Deconvolution Layer
Batch Normalization
Q-learning v SARSA
Policy Iteration v Value Iteration
Q Learning
Policy Gradients
Actor Critic methods
Trust Region Methods
Monte Carlo Tree Search
Inverse Reinforcement Learning
One shot learning
Meta learning
A3C
Distributed DL
MAC vs Digital Signatures
MLE and KL Divergence
Lipschitz Continuity
Exposure bias problem
Gini coefficient
Pareto distribution
Deconvolution Layer
- torch.nn.ConvTranspose2d in PyTorch
- ambiguous name, no deconvolutions
- a deconvolution layer maps from a lower to higher dimension, a sort of upsampling
- the transpose of a non-padded convolution is equivalent to convolving a zero-padded input
- zeroes are inserted between inputs which cause the kernel to move slower, hence also called fractionally strided convolution
- deconv layers allow the model to use every point in the small image to “paint” a square in the larger one
- deconv layers have uneven overlap in the output, conv layers have overlap in the input
- leads to the problem of checkerboard artifacts
- resize-convolution instead transposed-convolution to avoid checkerboard artifacts
References
Batch Normalization
- torch.nn.BatchNorm2d in PyTorch
- normalizses the data in each batch to have zero mean and unit covariance
- provides some consistency between layers by reducing internal covariate shift
- allows a higher learning rate to be used, reduces the learning time
- after normalizing the input, it is squased through a linear function with parameters gamma and beta
- output of batchnorm = gamma * normalized_input + beta
- having gamma and beta allows the network to choose how much ‘normalization’ it wants for every feature; shift and scale
References
Q-learning v SARSA
- SARSA stands for state-action-reward-state-action
- SARSA is on-policy; that is sticks to the policy it is learning. Q-learning is off-policy
- SARSA improves the estimate of Q by using the transitions from the policy dervied from Q
- Q-learning updates the Q estimate using the observed reward and the maximum reward possible \(max_a{a\prime} Q(s\prime, a\prime)\) for the next state
References
Policy Iteration v Value Iteration
- PI: trying to converge the policy to optimal; VI: trying to converge the value function to optimal
- PI: policy evaluation (calculating value function using \(v(s) \gets \sum_{s\prime} p(s\prime \mid s, \pi (s)) [r(s, \pi (s), s\prime) + \gamma v(s\prime)]\)) ) + policy improvement; repeat until policy is stable
- VI: policy evaluation (calculating value function using \(v(s) \gets max_a \sum_{s\prime} p(s\prime \mid s,a) [r(s,a,s\prime) + \gamma v(s\prime)]\)); single policy update
References
Q Learning
- Model free learning: the agent has no idea about the state transition and reward functions; it learns everything from experience by interacting with the environment
- Q-Learning is based on Time-Difference Learning
-
\[Q(s_t, a_t) = Q(s_t, a_t) + \alpha[r(s,a) + \gamma * max_a Q(s_{t+1}, a) - Q(s_t, a_t)]\]

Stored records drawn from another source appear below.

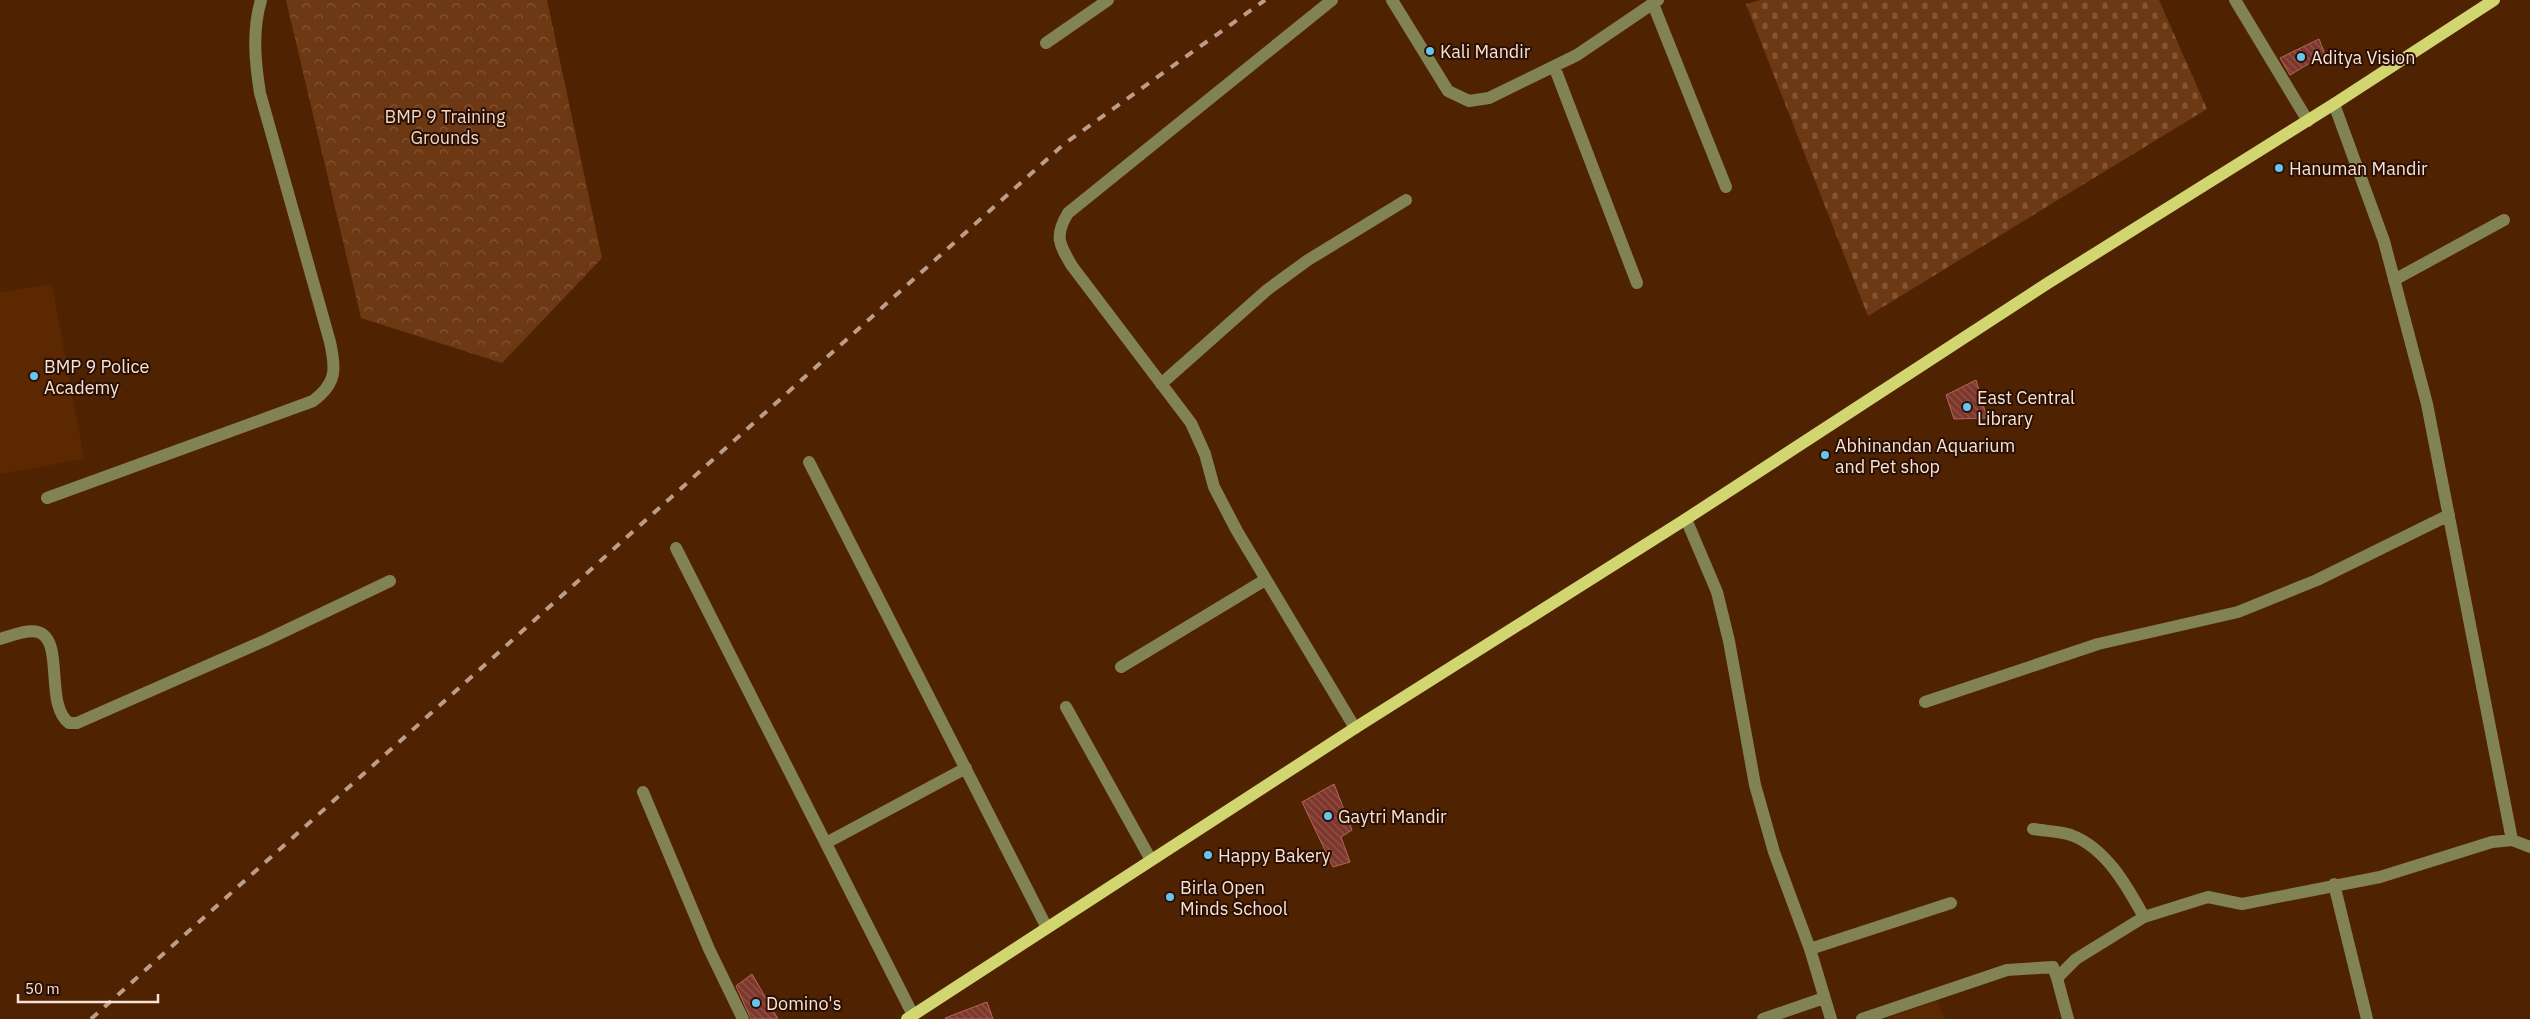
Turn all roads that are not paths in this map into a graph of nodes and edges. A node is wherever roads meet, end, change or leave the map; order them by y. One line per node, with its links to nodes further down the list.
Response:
1 (261, 0): 19 (street)
2 (1108, 0): 8 (street)
3 (1332, 0): 17 (street)
4 (1392, 0): 9 (street)
5 (2235, 0): 11 (street)
6 (2494, 0): 10 (main road)
7 (1655, 2): 9 (street); 12 (street)
8 (1046, 42)
9 (1554, 66): 16 (street)
10 (2334, 104): 11 (main road); 15 (street)
11 (2308, 121): 21 (main road)
12 (1726, 187)
13 (1406, 200): 17 (street)
14 (2504, 220): 15 (street)
15 (2394, 280): 20 (street)
16 (1638, 283)
17 (1161, 384): 23 (street)
18 (809, 462): 30 (street)
19 (47, 498)
20 (2449, 515): 27 (street); 33 (street)
21 (1686, 519): 29 (main road); 41 (street)
22 (676, 548): 34 (street)
23 (1265, 580): 26 (street); 29 (street)
24 (390, 582): 25 (street)
25 (0, 639)
26 (1121, 667)
27 (1925, 702)
28 (1066, 707): 36 (street)
29 (1355, 728): 36 (main road)
30 (966, 768): 34 (street); 40 (street)
31 (643, 792): 45 (street)
32 (2033, 829): 39 (street)
33 (2512, 840): 35 (street); 37 (street)
34 (826, 843): 44 (street)
35 (2530, 848)
36 (1151, 860): 40 (main road)
37 (2334, 884): 39 (street); 50 (street)
38 (1951, 903): 41 (street)
39 (2144, 917): 42 (street)
40 (1047, 928): 44 (main road)
41 (1810, 949): 43 (street)
42 (2058, 978): 48 (street); 49 (street)
43 (1824, 998): 46 (street); 47 (street)
44 (910, 1017)
45 (743, 1019)
46 (1762, 1019)
47 (1831, 1019)
48 (1862, 1019)
49 (2068, 1019)
50 (2367, 1019)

- See notes on Q-Learning v SARSA
- \(\epsilon\)-greedy approach: choose a random action with probability \(\epsilon\), or action according to the current estimate of Q-values otherwise; this approach controls the exploration vs exploitation
References
Policy Gradients
- Run a policy for a while; see what actions led to higher rewards; increase their probability
- Take the gradient of log probability of trajectory, then weight it by the final reward
- Increase the probability of actions that lead to higher reward
- With \(J(\theta)\) as the policy objective function
\(\nabla_{\theta} J(\theta) = \sum_{t \geq 0} r(\tau) \;\nabla_{\theta} \;log\; \pi_{\theta} (a_t \mid s_t)\)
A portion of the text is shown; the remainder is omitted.